[Source records]

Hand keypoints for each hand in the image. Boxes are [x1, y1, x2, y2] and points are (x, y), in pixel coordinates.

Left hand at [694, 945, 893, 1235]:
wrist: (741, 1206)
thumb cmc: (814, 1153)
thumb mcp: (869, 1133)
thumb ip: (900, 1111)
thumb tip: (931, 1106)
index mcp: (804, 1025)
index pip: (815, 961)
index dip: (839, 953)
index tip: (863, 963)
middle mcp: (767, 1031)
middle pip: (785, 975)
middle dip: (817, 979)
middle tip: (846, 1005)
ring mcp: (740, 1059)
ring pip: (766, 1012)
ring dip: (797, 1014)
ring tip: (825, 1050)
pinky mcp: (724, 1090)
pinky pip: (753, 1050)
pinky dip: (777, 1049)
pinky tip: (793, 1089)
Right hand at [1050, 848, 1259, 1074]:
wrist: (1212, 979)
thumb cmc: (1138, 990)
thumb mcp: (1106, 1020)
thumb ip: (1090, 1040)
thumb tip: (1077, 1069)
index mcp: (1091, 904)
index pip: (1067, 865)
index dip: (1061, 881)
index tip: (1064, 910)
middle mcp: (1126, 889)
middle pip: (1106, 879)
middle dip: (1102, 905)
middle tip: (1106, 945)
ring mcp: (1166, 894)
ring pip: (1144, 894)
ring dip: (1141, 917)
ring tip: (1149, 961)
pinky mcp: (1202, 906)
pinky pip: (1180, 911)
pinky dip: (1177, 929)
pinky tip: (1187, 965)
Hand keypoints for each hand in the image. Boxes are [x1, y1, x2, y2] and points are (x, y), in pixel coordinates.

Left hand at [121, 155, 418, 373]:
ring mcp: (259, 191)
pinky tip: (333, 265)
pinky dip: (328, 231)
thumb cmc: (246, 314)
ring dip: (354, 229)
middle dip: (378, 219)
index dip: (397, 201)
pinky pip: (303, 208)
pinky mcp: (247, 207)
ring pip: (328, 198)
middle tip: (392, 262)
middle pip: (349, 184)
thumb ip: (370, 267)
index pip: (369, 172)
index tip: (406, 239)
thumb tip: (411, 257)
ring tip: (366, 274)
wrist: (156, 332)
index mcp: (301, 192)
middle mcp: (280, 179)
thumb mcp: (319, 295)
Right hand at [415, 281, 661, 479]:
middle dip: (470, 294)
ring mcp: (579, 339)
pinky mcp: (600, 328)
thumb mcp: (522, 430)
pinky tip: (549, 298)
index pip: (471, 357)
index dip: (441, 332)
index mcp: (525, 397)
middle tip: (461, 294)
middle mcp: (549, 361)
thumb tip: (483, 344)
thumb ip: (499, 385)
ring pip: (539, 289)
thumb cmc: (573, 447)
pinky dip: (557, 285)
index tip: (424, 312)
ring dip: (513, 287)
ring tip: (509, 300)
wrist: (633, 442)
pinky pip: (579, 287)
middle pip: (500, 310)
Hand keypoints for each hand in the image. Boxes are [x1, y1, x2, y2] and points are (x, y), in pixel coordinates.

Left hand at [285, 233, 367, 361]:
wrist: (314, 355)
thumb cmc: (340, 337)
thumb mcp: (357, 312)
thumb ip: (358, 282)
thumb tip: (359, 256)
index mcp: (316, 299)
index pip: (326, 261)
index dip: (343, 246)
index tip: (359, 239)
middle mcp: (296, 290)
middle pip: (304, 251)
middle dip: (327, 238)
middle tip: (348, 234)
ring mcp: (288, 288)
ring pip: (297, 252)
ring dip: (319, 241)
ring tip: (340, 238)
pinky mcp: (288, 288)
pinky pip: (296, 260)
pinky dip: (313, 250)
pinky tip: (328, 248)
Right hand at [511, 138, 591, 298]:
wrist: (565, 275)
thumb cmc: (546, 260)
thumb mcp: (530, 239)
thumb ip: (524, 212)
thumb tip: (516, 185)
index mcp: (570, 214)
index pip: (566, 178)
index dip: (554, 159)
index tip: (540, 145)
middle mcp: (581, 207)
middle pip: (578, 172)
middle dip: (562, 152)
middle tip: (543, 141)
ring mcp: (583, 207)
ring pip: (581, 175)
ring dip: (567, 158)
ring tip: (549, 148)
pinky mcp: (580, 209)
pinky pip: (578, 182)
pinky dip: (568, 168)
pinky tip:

> **TASK OBJECTIVE**
From the entries above, print the lines beginning at the one with "ring dip: (797, 1014)" and stopping after the one with "index tip: (406, 239)", exactly as written and with nothing else.

> **SOLVED EXERCISE**
ring dip: (797, 1014)
ring tip: (825, 1050)
pinky mcp: (724, 1090)
pinky pip: (753, 1050)
pinky dip: (777, 1049)
pinky tip: (793, 1089)
Right hand at [1050, 848, 1259, 1074]:
wrist: (1212, 979)
thumb cmc: (1138, 990)
thumb mcp: (1106, 1020)
thumb ip: (1090, 1040)
thumb tip: (1077, 1069)
index mcp: (1091, 904)
index pip: (1067, 865)
index dip: (1061, 881)
index tip: (1064, 910)
middle mcp: (1126, 889)
middle pip: (1106, 879)
middle dip: (1102, 905)
middle tip: (1106, 945)
ring mcp: (1166, 894)
ring pip: (1144, 894)
ring dip: (1141, 917)
ring tip: (1149, 961)
pinky mcp: (1202, 906)
pinky pip: (1180, 911)
pinky dip: (1177, 929)
pinky tip: (1187, 965)
Hand keypoints for each hand in the image. Boxes are [x1, y1, x2, y2] and points are (x, y), in pixel coordinates.

Left hand at [121, 155, 418, 373]:
ring mcp: (259, 191)
pinky tip: (333, 265)
pinky dip: (328, 231)
thumb cmc: (246, 314)
ring dip: (354, 229)
middle dip: (378, 219)
index dip: (397, 201)
pinky pip: (303, 208)
pinky mcp: (247, 207)
ring pip: (328, 198)
middle tip: (392, 262)
middle pip: (349, 184)
thumb ip: (370, 267)
index pip: (369, 172)
index tip: (406, 239)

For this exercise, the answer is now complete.